[Collected data entries]

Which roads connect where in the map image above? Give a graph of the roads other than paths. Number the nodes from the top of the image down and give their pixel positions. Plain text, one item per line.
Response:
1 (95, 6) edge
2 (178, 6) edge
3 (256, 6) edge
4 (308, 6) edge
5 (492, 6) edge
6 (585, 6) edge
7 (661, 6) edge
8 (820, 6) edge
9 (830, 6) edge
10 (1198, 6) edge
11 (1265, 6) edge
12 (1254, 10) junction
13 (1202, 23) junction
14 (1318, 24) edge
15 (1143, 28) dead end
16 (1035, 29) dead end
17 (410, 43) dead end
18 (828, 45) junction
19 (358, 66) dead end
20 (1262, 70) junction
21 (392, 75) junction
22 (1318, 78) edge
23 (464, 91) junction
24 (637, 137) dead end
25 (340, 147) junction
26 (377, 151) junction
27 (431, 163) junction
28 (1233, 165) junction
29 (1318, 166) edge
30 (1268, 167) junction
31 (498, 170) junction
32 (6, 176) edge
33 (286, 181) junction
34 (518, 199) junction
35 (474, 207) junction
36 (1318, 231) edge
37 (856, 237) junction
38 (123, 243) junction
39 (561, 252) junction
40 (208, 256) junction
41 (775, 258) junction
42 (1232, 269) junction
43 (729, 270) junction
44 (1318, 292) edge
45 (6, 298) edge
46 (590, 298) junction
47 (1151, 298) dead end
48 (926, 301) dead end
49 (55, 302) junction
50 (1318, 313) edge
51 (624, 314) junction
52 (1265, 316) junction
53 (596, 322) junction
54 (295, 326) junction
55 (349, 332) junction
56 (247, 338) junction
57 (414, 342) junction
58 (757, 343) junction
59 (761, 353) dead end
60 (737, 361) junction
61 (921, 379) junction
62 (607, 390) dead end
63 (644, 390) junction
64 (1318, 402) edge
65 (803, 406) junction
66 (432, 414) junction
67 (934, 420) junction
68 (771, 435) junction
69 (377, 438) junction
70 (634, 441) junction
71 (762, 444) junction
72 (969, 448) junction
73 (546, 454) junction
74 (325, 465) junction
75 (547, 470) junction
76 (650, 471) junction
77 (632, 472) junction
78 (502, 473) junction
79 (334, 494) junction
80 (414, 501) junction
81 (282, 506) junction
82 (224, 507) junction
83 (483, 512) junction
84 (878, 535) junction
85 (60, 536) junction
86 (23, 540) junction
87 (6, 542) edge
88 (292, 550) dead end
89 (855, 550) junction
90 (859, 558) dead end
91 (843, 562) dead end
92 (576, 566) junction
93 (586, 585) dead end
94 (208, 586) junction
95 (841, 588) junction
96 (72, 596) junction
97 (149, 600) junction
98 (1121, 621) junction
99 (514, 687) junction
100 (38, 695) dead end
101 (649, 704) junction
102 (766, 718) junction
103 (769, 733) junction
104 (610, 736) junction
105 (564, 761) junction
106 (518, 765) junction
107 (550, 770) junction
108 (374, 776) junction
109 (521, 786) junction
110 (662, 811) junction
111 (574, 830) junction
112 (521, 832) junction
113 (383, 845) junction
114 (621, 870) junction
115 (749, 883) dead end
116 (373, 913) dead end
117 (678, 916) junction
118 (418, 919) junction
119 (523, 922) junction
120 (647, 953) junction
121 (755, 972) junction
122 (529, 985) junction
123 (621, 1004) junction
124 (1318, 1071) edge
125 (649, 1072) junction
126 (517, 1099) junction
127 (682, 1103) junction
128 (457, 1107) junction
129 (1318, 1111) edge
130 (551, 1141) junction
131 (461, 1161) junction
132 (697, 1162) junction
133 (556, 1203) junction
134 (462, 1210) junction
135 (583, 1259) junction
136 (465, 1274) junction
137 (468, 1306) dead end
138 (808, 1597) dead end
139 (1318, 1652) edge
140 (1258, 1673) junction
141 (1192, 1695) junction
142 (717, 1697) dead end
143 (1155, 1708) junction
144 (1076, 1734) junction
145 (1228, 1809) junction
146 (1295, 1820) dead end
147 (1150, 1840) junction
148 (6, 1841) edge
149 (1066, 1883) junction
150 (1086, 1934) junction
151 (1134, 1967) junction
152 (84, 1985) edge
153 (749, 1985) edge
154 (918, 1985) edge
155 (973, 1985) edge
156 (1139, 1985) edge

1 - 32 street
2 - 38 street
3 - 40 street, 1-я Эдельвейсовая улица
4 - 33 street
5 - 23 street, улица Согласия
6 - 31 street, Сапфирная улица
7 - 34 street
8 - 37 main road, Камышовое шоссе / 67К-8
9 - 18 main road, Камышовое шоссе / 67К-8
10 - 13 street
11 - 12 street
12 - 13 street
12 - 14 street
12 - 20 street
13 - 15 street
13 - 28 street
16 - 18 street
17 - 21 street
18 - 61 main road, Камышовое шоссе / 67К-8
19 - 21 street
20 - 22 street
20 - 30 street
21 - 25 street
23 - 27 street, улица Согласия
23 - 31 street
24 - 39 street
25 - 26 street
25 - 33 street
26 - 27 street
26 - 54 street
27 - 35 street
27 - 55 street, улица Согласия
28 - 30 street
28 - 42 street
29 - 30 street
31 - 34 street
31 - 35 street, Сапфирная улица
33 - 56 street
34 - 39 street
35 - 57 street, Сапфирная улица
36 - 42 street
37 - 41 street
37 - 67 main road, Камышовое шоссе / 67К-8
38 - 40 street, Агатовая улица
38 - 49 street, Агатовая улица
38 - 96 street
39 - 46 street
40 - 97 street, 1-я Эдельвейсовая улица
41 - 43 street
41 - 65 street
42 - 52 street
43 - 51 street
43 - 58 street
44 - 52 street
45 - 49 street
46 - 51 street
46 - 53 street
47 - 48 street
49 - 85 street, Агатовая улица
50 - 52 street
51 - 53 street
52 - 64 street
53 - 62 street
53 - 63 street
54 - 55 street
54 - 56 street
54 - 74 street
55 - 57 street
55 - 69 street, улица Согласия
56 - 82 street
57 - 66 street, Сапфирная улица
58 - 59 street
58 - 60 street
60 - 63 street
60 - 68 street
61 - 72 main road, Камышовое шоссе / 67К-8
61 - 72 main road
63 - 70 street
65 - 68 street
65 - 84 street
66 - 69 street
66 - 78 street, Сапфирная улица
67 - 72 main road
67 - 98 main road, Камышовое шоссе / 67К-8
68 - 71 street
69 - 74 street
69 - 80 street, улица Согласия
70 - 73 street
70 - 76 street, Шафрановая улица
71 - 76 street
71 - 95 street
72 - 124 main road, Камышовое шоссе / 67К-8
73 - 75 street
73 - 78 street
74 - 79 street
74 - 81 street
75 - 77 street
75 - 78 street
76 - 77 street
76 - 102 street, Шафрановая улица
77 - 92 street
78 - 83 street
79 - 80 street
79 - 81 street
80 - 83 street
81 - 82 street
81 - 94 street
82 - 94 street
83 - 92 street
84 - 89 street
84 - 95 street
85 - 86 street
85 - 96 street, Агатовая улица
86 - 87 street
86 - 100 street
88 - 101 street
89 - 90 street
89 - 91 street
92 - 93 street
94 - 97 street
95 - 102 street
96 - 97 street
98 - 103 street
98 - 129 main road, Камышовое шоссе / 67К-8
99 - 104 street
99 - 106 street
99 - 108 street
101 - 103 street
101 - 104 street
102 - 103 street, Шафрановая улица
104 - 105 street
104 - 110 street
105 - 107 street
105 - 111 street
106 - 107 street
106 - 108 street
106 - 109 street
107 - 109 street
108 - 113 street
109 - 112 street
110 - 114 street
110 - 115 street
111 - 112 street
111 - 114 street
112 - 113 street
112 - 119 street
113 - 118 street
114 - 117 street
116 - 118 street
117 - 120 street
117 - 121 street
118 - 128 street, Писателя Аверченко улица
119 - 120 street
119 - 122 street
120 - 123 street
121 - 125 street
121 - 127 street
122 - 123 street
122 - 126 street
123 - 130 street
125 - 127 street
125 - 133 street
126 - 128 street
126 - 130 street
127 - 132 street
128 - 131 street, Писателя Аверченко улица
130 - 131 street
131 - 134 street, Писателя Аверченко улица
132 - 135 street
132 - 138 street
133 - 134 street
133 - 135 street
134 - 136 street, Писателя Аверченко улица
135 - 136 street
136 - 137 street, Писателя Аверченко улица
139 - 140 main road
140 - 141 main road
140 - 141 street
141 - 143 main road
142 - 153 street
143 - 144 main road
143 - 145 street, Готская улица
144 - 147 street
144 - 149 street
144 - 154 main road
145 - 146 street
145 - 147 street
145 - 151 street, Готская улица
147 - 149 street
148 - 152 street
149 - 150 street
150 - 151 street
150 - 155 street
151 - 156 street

■ Work required
Some lines above may hold the word "Шафрановая"; say how many do, giving nothing besides the number.

■ Solution
3